━━ Supplied records ━━
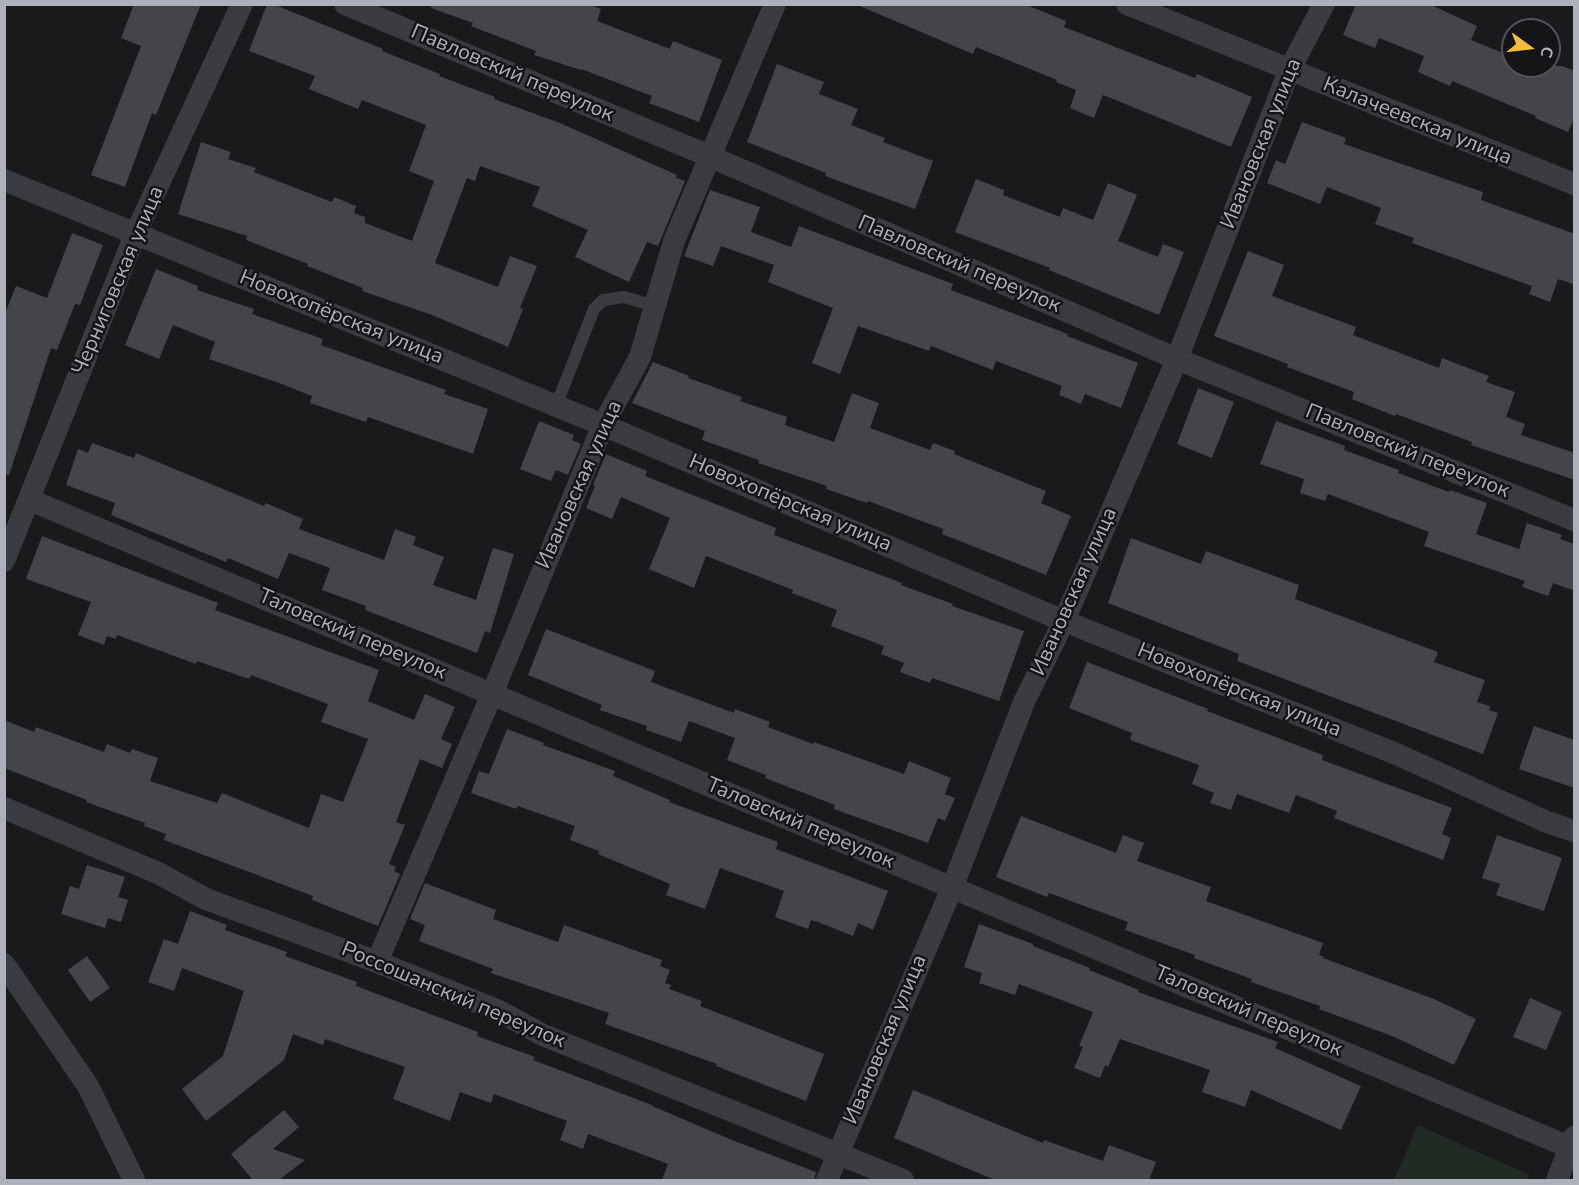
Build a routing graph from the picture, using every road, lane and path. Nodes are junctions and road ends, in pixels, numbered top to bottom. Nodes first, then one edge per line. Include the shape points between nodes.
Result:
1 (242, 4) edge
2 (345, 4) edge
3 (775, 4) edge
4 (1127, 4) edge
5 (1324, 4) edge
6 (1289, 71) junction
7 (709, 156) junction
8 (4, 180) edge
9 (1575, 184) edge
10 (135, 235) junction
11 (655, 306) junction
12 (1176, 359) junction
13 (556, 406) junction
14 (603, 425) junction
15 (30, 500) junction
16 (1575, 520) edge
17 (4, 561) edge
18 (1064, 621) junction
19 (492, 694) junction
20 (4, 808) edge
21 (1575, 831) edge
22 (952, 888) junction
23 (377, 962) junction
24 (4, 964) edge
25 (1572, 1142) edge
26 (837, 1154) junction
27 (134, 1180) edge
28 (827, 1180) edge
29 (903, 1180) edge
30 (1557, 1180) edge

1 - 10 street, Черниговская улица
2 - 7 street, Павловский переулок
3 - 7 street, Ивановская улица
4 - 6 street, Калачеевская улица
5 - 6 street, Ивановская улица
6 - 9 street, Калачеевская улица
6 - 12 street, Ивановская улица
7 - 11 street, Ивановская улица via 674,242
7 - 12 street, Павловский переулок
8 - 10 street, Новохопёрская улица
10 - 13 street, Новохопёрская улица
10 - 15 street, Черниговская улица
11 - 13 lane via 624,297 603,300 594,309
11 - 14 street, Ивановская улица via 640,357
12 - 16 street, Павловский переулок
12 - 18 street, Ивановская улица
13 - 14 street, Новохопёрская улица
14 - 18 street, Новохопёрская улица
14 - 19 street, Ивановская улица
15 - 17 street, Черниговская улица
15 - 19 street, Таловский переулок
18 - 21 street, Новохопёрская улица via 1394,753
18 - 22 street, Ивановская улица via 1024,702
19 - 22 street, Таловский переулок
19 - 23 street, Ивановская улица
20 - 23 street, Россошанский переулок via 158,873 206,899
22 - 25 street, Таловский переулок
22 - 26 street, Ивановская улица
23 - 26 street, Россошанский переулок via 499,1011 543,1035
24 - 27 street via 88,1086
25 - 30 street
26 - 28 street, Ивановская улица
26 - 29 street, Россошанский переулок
━━━
## Problem to work on
Every line above in which the word "Черниговская" is present must be copied into the answer.

## Result
1 - 10 street, Черниговская улица
10 - 15 street, Черниговская улица
15 - 17 street, Черниговская улица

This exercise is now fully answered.